Normative Modeling for AD Diagnosis and Biomarker Identification
This work addresses Alzheimer's Disease diagnosis and biomarker identification for medical applications, representing an incremental improvement over existing methods.
The paper tackles Alzheimer's Disease diagnosis and biomarker identification by introducing a normative modeling approach with focal loss and adversarial autoencoders, which significantly outperforms previous state-of-the-art methods on OASIS-3 and ADNI datasets.
In this paper, we introduce a novel normative modeling approach that incorporates focal loss and adversarial autoencoders (FAAE) for Alzheimer's Disease (AD) diagnosis and biomarker identification. Our method is an end-to-end approach that embeds an adversarial focal loss discriminator within the autoencoder structure, specifically designed to effectively target and capture more complex and challenging cases.

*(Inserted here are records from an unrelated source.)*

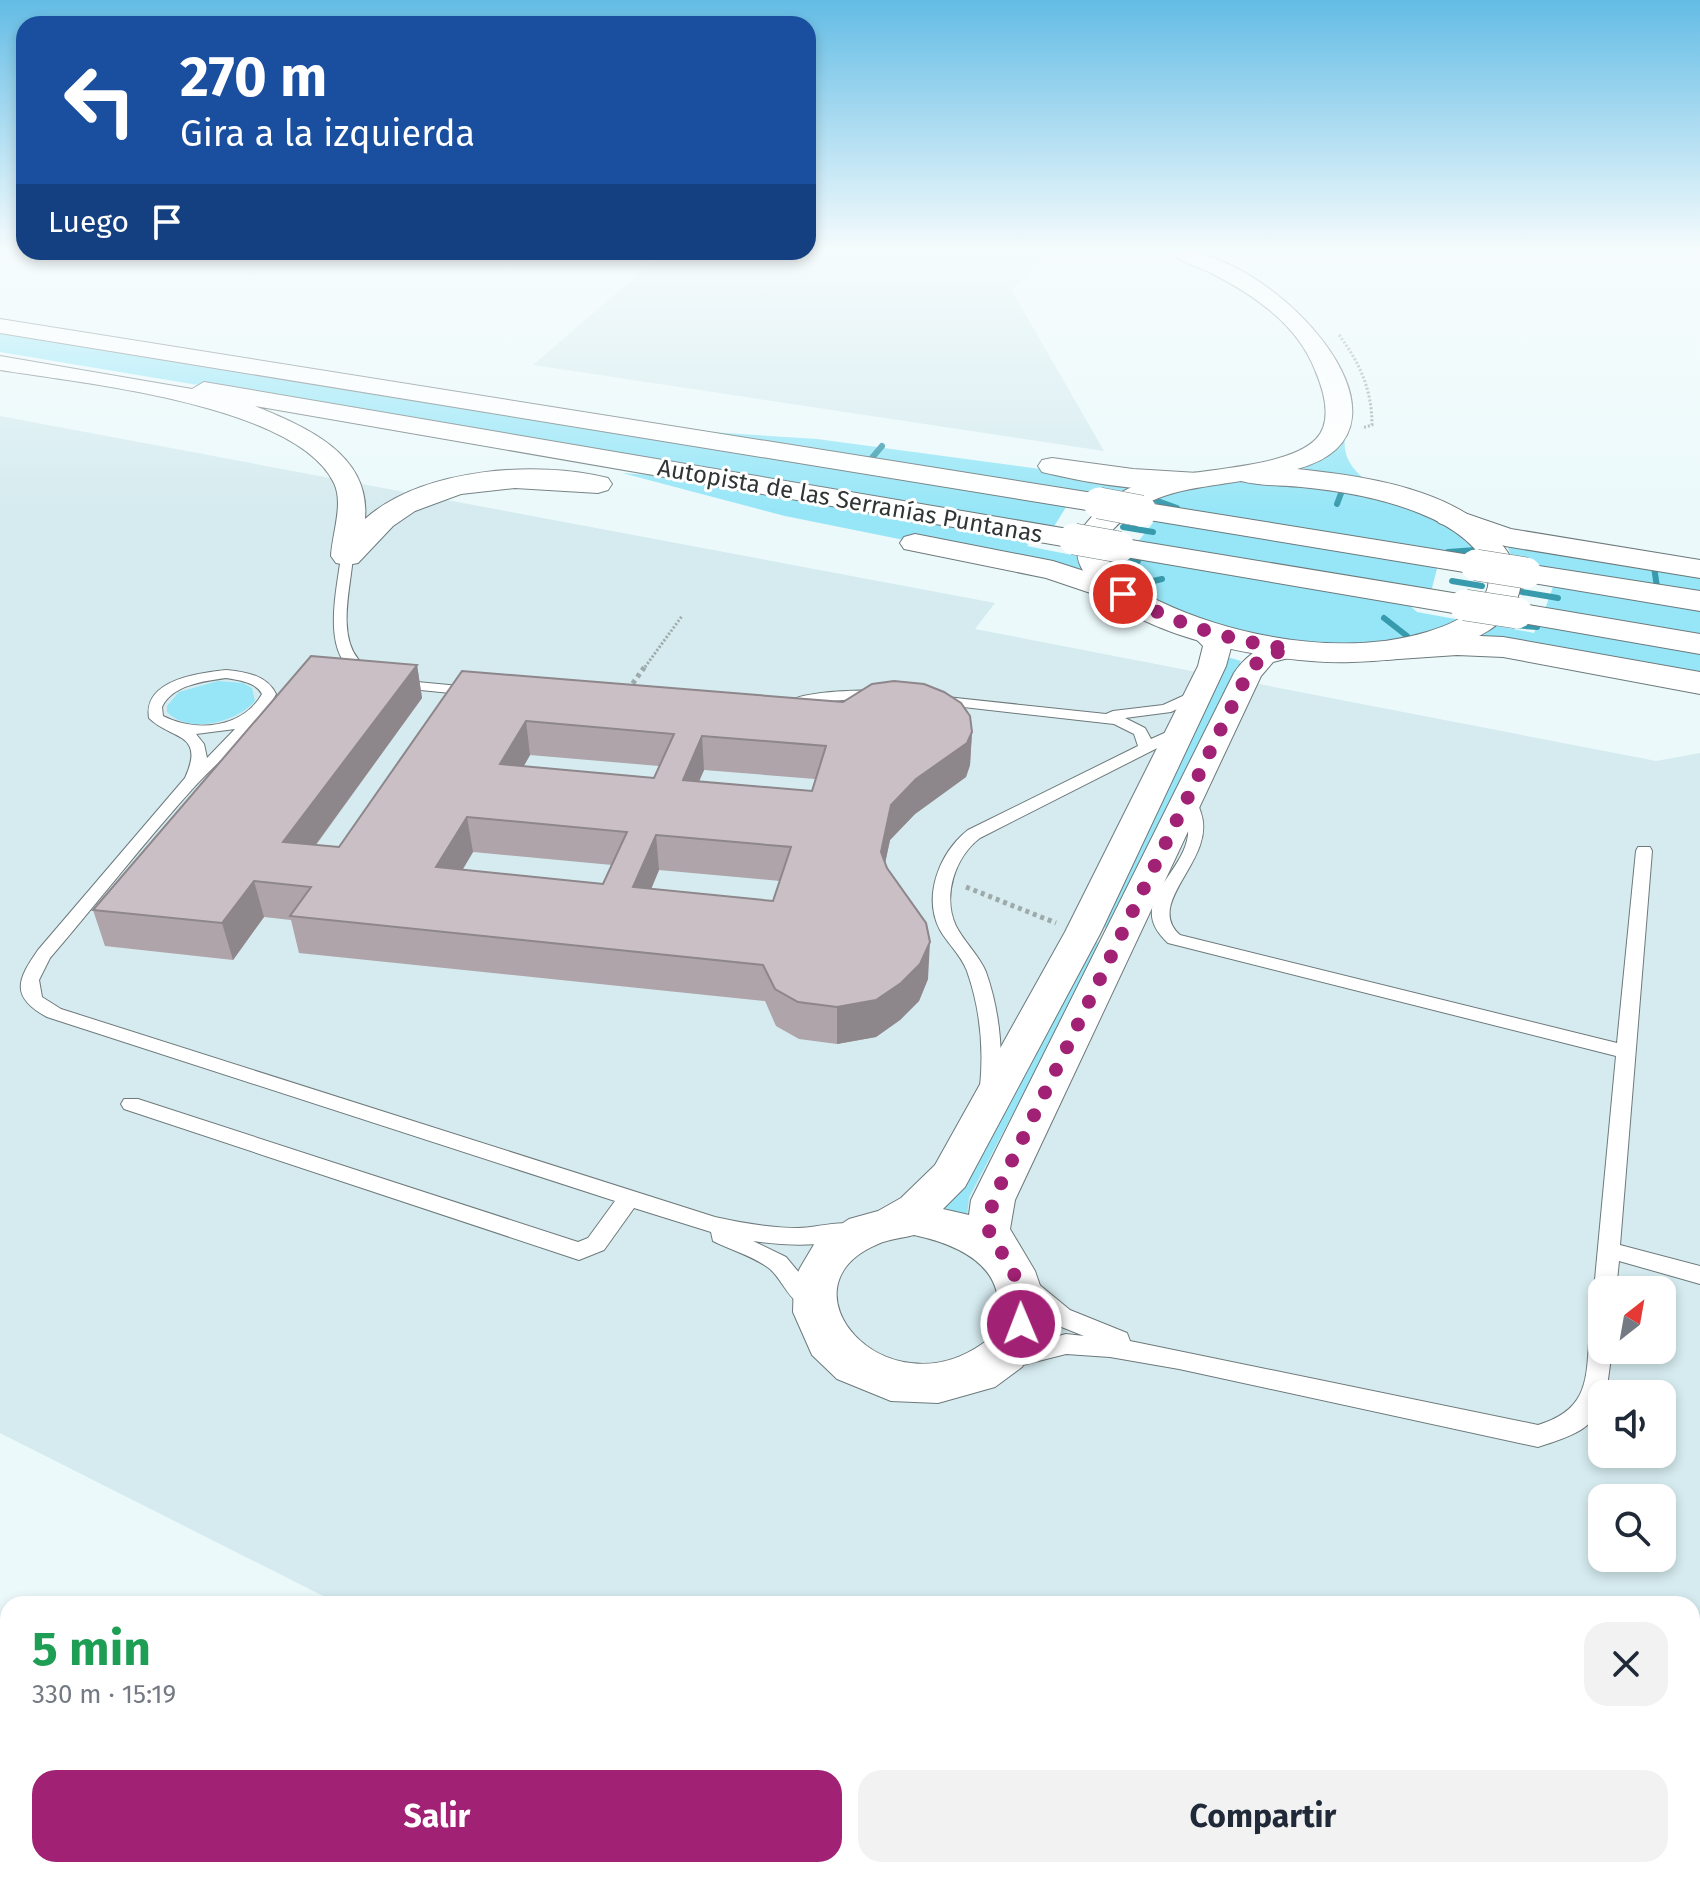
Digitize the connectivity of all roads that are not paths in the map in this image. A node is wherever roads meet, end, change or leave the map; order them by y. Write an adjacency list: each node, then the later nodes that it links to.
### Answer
1 (72, 338): 6 (main road, Autopista de las Serranías Puntanas)
2 (1307, 338): 12 (main road)
3 (1333, 338): 8 (main road)
4 (0, 356): 7 (main road, Autopista de las Serranías Puntanas)
5 (0, 363): 19 (main road)
6 (290, 373): 9 (main road); 22 (main road, Autopista de las Serranías Puntanas, bridge)
7 (265, 400): 19 (main road); 24 (main road, Autopista de las Serranías Puntanas, bridge)
8 (1361, 428)
9 (890, 442)
10 (1029, 463): 13 (main road)
11 (1367, 467): 14 (main road)
12 (1246, 474): 13 (main road); 14 (main road)
13 (1188, 479): 21 (main road)
14 (1413, 501): 15 (main road)
15 (1450, 517): 20 (main road); 26 (main road)
16 (793, 520): 17 (main road)
17 (838, 528)
18 (883, 536): 21 (main road)
19 (347, 556): 28 (lane)
20 (1700, 569)
21 (1123, 594): 23 (main road)
22 (1700, 601)
23 (1203, 632): 25 (main road); 29 (street)
24 (1700, 644)
25 (1290, 649): 26 (main road); 37 (street)
26 (1384, 650): 27 (main road)
27 (1700, 683)
28 (480, 692)
29 (1196, 694): 32 (lane); 34 (street)
30 (775, 708): 32 (lane)
31 (258, 711): 33 (lane); 33 (lane); 36 (lane)
32 (1099, 716): 35 (lane)
33 (177, 728): 36 (lane)
34 (1180, 731): 35 (lane); 41 (street)
35 (1147, 748): 41 (lane)
36 (192, 780): 42 (lane)
37 (1187, 797): 39 (lane); 46 (street)
38 (1644, 851): 39 (lane)
39 (1627, 1052): 45 (lane)
40 (131, 1104): 42 (lane)
41 (988, 1110): 44 (street)
42 (628, 1200): 43 (lane)
43 (667, 1212): 44 (lane); 49 (lane)
44 (880, 1224): 46 (street); 49 (street)
45 (1609, 1250): 47 (lane); 48 (lane)
46 (1009, 1264): 50 (lane); 52 (street)
47 (1700, 1275)
48 (1606, 1276)
49 (814, 1308): 52 (street)
50 (1179, 1359): 51 (lane); 52 (lane)
51 (1598, 1364)
52 (985, 1367)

We first use the enhanced autoencoder to create a normative model based on data from healthy control (HC) individuals. We then apply this model to estimate total and regional neuroanatomical deviation in AD patients. Through extensive experiments on the OASIS-3 and ADNI datasets, our approach significantly outperforms previous state-of-the-art methods. This advancement not only streamlines the detection process but also provides a greater insight into the biomarker potential for AD. Our code can be found at \url{https://github.com/soz223/FAAE}.